Interview Coding Screen

A pre-interview coding screen

November 26, 2016 - 7 minute read -
code

Recently the company I work for started another round of recruitment for a mid-level software engineer. One of the things that surprised me from the last round of recruitment (my first) is how many professional software engineers out there simply can’t code. By this I don’t mean that they have good experience with another language but not so much with our weapon of choice (C#); I mean that they just can’t write a simple algorithm.
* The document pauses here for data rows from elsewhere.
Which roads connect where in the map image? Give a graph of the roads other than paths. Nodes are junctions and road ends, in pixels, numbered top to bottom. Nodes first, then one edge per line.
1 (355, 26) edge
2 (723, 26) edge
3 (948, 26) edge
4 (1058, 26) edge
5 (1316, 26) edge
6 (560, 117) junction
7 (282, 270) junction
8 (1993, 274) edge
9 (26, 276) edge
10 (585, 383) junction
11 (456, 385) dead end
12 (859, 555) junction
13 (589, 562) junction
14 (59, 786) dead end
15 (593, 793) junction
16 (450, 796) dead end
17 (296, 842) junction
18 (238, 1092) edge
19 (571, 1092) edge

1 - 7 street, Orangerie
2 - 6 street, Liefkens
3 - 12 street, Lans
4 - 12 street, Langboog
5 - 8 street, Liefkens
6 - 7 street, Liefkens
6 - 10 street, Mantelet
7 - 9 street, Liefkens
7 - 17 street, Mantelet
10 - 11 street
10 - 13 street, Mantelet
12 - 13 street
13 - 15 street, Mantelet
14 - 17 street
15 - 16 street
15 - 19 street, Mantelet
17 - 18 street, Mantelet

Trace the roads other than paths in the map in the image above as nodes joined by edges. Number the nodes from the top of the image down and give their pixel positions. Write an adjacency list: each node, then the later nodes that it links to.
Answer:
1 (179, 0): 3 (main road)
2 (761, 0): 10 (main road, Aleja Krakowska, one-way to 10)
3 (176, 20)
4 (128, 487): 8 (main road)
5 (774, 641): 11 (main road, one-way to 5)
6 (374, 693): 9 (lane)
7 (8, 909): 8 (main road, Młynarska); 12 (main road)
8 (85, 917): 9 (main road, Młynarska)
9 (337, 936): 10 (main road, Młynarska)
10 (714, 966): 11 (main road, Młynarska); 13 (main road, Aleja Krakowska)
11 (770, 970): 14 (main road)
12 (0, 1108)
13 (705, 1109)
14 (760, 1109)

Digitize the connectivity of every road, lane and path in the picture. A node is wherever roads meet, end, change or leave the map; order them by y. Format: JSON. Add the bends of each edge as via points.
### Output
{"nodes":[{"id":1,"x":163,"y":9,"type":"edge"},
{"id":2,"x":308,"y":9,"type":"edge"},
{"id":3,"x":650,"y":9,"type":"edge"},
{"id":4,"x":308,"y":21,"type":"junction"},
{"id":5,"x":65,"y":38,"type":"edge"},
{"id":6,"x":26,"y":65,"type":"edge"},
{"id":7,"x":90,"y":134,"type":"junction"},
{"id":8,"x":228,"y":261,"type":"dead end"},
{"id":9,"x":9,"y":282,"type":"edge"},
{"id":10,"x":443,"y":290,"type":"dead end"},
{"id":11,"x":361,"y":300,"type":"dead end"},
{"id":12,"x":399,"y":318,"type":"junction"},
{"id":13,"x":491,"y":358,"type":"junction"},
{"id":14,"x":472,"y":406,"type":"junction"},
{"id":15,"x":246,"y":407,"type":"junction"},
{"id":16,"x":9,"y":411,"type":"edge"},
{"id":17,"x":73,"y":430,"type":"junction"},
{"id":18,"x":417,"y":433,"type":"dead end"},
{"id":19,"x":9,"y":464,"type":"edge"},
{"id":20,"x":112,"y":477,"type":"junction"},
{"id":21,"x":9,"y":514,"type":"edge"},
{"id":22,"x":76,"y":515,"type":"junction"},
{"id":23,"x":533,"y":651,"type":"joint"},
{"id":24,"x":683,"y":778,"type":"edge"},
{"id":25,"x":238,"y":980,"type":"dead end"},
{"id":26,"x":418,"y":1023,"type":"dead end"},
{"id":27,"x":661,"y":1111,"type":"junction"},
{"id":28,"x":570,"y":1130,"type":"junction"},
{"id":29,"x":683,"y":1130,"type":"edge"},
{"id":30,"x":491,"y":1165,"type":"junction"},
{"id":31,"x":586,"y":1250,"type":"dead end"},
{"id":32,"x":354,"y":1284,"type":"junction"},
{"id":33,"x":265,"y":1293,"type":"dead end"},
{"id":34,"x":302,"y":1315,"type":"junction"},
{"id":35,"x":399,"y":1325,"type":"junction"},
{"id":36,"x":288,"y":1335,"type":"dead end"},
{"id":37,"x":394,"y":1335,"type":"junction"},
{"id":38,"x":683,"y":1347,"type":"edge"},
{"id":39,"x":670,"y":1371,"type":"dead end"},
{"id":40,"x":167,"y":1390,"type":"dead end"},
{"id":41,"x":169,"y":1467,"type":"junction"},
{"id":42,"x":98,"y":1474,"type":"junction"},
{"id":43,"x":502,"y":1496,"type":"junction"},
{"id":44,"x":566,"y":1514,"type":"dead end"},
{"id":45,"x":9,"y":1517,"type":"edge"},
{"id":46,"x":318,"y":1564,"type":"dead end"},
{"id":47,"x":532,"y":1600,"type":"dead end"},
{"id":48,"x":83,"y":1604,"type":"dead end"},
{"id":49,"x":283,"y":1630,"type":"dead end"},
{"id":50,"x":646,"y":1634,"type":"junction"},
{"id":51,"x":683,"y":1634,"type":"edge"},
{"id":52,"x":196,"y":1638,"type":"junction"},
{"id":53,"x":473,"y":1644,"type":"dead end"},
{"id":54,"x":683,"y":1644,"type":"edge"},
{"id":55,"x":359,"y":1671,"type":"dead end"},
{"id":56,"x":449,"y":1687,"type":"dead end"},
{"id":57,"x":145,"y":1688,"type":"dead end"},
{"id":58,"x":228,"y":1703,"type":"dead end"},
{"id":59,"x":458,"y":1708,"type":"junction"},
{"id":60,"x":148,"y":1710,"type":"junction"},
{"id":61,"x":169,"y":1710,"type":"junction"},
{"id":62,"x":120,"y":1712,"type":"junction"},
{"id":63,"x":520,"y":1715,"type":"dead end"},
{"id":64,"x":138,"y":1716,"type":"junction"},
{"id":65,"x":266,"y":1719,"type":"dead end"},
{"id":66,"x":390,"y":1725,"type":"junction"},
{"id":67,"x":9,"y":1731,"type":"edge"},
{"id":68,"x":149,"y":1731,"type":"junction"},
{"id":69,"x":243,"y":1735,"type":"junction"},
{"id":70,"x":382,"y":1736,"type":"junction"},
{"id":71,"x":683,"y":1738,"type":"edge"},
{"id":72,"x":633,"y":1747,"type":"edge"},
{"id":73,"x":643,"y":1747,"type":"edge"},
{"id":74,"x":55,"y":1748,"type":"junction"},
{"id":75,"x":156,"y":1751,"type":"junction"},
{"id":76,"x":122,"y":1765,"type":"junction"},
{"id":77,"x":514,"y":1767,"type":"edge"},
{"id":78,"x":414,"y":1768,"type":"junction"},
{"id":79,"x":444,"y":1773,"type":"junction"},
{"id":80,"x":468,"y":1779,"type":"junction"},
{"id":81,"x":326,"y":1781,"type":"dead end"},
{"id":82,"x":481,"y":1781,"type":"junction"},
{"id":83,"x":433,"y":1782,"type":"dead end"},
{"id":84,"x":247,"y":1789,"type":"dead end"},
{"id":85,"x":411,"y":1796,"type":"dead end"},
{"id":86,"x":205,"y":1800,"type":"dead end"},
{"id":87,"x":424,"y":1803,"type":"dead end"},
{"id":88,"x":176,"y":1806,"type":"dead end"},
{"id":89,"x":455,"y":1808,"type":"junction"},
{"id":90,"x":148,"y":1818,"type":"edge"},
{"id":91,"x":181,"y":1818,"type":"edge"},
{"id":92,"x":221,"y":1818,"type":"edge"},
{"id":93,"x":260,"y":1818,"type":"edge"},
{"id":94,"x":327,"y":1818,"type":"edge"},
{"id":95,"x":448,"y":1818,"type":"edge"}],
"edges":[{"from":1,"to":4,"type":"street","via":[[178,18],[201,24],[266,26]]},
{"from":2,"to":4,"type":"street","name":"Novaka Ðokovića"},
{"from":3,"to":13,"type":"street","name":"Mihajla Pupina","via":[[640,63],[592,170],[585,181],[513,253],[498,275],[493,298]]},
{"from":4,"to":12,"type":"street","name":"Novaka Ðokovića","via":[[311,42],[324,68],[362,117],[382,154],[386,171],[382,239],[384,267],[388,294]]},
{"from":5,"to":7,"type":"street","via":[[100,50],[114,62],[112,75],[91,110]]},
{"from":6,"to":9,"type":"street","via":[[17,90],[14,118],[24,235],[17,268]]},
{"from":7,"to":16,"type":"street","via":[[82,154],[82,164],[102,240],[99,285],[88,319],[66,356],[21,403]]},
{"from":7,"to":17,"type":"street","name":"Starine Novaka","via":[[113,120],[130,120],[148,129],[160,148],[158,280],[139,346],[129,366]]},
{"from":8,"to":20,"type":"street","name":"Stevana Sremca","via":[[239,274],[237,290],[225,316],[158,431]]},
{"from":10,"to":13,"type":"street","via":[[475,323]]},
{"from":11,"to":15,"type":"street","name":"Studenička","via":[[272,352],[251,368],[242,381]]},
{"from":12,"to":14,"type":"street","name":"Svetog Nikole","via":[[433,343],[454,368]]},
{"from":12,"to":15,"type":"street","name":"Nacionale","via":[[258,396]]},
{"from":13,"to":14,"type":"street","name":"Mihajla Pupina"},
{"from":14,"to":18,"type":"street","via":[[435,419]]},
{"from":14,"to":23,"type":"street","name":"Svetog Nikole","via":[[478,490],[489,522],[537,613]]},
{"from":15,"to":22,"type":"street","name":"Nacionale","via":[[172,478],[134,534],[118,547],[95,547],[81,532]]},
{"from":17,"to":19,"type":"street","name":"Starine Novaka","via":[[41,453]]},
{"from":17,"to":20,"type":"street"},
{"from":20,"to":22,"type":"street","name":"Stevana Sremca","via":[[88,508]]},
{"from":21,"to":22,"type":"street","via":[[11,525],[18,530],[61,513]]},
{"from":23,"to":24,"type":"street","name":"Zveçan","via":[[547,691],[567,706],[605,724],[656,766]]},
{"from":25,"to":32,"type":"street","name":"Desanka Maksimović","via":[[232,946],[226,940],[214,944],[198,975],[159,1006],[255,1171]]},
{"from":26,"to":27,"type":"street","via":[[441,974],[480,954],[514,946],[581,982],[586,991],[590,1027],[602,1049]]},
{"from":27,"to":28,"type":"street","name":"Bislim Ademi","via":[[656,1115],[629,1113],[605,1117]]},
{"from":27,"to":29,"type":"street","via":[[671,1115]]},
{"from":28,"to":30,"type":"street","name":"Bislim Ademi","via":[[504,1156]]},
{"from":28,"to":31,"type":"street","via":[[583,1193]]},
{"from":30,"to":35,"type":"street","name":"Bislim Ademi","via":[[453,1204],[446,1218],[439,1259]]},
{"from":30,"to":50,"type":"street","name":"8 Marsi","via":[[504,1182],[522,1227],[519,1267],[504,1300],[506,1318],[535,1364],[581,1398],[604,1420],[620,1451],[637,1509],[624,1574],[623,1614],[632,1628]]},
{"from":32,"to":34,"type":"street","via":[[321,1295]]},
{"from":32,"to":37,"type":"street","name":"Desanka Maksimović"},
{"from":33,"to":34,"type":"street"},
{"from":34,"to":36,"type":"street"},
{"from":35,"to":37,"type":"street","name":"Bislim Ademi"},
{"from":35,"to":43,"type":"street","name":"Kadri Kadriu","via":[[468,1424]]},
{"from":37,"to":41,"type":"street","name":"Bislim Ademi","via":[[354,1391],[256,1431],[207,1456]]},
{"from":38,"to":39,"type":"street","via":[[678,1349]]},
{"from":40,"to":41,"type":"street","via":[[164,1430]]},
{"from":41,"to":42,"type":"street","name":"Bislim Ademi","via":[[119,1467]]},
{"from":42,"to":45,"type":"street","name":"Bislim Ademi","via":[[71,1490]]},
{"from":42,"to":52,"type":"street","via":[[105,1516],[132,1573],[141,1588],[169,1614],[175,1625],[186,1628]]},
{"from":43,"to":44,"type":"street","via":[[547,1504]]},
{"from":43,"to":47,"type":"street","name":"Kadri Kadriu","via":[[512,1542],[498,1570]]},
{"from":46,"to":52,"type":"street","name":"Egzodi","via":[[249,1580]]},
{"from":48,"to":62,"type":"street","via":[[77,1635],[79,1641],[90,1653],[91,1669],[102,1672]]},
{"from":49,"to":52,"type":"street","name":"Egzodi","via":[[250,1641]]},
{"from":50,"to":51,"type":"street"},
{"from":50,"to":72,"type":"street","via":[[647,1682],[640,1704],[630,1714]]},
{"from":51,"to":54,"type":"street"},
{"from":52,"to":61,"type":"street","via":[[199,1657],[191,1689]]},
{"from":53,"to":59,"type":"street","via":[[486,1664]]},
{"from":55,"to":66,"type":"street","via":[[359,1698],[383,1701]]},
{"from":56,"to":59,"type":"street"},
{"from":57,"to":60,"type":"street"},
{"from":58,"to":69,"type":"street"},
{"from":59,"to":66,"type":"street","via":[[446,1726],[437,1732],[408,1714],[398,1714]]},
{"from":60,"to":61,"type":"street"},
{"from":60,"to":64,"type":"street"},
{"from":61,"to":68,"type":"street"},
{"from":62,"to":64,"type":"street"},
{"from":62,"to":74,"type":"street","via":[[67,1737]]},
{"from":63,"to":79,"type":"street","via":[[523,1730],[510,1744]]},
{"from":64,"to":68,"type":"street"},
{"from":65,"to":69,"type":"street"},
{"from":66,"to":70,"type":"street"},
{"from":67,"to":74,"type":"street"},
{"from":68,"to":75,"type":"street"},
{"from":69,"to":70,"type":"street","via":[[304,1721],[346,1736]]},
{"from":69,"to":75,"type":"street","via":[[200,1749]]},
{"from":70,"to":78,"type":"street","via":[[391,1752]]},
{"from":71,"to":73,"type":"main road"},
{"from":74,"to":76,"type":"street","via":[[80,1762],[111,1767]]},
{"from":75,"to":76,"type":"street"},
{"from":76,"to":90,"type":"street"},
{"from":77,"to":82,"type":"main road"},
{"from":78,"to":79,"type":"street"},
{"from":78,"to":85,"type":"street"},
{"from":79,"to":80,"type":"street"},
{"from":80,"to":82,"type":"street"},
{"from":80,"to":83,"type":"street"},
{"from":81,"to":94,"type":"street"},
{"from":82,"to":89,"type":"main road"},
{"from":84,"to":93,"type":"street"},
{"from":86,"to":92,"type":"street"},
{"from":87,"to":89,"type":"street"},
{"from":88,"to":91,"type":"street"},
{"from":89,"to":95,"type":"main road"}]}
This time around we have decided to set a simple coding task for the candidate to complete before we offer them an interview. We decided to use an online service to facilitate this - one that offers a simple web-based IDE with syntax highlighting, but no intellisense. Because of this we, naturally, make allowances for typos and simple compiler errors.

When reviewing the submissions they tend to fall into the following categories:

  • Did not complete assignment (technically not a submission, of course). This accounts for maybe 10% of applications. I assume this is due to one of the following reasons;
    • The applicant can’t actually code,
    • The applicant didn’t think the job was worth it, or
    • The applicant was offended at the very idea of a coding screen
  • Copied and pasted the code directly from Stack Overflow. This actually accounts for almost half of the applications. I don’t object to heavy use of search, Stack Overflow and docs during work, but the point of this submission is to see if you can code, not if you can copy and paste. Additionally, developers who copy and paste from online sources without actually understanding what the code is doing is not someone I want to hire. Interestingly, while the Stack Overflow examples are good algorithms, they don’t actually handle the edge cases too well.
  • Original work, but with serious flaws. This accounts for another ~25% of all applications. As mentioned above, I will make generous allowances for typos etc. (I will clean it up enough to compile so I can run our tests against it), but if the algorithm has serious flaws, then it’s pointless proceeding further - at this stage.
  • Original work to an acceptable standard. This accounts for a depressingly small number of submissions, but at least the process saves us time interviewing obviously poor candidates.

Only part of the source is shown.